Exercise brief:
Go through the data below and return each line where the string "void" occurs.

Supplied data:
□ □ □ □

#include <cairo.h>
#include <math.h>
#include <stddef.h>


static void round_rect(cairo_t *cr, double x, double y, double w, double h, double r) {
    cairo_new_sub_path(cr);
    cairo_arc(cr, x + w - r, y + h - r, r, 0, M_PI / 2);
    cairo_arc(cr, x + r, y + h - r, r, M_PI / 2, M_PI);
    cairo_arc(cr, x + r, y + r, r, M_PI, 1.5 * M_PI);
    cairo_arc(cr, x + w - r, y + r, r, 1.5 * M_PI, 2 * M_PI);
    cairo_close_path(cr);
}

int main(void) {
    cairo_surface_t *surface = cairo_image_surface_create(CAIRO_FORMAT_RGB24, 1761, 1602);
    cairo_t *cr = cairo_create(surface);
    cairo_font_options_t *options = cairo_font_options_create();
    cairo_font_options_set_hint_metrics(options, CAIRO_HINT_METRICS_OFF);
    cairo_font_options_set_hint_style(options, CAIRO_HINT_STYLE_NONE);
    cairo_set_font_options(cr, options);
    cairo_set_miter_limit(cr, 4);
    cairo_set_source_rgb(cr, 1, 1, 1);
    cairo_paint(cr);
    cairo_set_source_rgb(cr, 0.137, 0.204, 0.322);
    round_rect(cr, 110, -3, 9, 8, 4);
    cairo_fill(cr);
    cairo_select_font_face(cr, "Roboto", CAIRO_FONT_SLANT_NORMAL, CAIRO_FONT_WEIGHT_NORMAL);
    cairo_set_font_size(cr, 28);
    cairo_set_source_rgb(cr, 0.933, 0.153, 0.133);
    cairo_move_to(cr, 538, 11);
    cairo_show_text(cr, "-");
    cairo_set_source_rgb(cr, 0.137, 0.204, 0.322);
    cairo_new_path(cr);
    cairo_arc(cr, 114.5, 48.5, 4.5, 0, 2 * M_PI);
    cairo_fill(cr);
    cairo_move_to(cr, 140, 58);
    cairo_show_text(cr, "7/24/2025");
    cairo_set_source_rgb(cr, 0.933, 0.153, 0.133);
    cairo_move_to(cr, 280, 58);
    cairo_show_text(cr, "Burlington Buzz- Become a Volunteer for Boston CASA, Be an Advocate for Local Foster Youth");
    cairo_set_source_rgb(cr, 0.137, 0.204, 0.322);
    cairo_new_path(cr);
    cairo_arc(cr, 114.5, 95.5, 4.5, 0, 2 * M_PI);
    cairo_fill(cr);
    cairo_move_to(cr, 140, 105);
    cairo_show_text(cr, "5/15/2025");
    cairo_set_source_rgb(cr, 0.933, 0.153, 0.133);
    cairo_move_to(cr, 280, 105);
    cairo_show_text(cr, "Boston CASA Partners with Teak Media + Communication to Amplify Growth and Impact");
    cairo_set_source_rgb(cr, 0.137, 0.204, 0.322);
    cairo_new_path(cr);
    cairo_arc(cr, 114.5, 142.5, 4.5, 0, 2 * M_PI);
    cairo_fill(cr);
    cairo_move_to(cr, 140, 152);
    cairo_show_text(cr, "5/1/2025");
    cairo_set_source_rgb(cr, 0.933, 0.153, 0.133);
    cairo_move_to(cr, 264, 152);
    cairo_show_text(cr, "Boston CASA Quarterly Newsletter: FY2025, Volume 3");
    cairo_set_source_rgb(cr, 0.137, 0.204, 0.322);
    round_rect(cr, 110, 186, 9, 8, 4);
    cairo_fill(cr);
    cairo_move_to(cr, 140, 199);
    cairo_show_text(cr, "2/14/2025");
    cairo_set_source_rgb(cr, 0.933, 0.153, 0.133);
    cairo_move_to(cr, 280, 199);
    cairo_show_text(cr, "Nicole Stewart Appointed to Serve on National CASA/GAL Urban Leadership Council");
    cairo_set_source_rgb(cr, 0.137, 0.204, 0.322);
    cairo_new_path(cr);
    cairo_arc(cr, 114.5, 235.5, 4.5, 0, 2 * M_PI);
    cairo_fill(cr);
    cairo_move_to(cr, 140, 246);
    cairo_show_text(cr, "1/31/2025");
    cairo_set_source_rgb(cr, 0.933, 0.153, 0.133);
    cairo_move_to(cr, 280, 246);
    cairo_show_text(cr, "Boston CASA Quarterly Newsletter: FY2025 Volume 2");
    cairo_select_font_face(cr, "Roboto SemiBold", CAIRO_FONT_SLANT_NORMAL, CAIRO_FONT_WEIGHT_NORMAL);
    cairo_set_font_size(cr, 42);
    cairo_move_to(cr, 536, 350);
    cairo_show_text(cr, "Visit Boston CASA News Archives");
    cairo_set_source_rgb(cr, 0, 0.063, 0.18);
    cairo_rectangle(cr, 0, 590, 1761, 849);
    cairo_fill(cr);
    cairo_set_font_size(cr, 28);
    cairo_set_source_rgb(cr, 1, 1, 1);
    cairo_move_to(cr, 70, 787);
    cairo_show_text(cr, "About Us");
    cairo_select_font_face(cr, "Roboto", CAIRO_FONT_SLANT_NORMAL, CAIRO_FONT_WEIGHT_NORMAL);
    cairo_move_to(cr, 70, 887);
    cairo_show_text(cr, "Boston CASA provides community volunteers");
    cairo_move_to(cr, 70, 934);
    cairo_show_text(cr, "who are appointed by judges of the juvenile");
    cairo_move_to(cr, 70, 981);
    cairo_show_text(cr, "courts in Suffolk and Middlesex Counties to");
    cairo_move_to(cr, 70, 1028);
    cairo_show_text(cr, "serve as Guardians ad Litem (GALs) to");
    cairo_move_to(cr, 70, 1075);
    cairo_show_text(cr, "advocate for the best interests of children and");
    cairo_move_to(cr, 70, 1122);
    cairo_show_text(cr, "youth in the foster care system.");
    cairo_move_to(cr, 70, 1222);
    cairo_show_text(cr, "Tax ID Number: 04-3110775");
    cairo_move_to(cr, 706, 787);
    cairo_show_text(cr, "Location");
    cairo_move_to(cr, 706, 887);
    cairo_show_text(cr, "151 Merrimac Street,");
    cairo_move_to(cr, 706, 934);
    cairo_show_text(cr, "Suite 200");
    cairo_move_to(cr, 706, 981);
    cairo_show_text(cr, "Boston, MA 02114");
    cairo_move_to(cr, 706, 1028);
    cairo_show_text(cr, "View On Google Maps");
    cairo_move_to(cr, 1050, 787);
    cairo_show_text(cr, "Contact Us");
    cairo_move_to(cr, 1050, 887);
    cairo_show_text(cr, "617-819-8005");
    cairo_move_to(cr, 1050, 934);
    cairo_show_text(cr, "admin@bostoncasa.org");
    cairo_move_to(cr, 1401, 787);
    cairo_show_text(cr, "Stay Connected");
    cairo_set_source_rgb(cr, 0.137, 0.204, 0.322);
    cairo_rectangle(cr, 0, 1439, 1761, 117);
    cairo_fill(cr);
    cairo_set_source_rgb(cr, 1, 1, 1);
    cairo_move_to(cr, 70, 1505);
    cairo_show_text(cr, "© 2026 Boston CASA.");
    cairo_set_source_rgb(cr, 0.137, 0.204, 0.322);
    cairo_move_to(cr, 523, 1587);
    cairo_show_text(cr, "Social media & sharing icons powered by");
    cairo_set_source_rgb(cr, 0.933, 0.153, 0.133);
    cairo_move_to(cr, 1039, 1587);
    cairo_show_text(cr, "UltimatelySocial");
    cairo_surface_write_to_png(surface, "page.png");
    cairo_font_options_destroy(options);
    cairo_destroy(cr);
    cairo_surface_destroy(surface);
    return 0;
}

□ □ □ □

Answer box:
static void round_rect(cairo_t *cr, double x, double y, double w, double h, double r) {
int main(void) {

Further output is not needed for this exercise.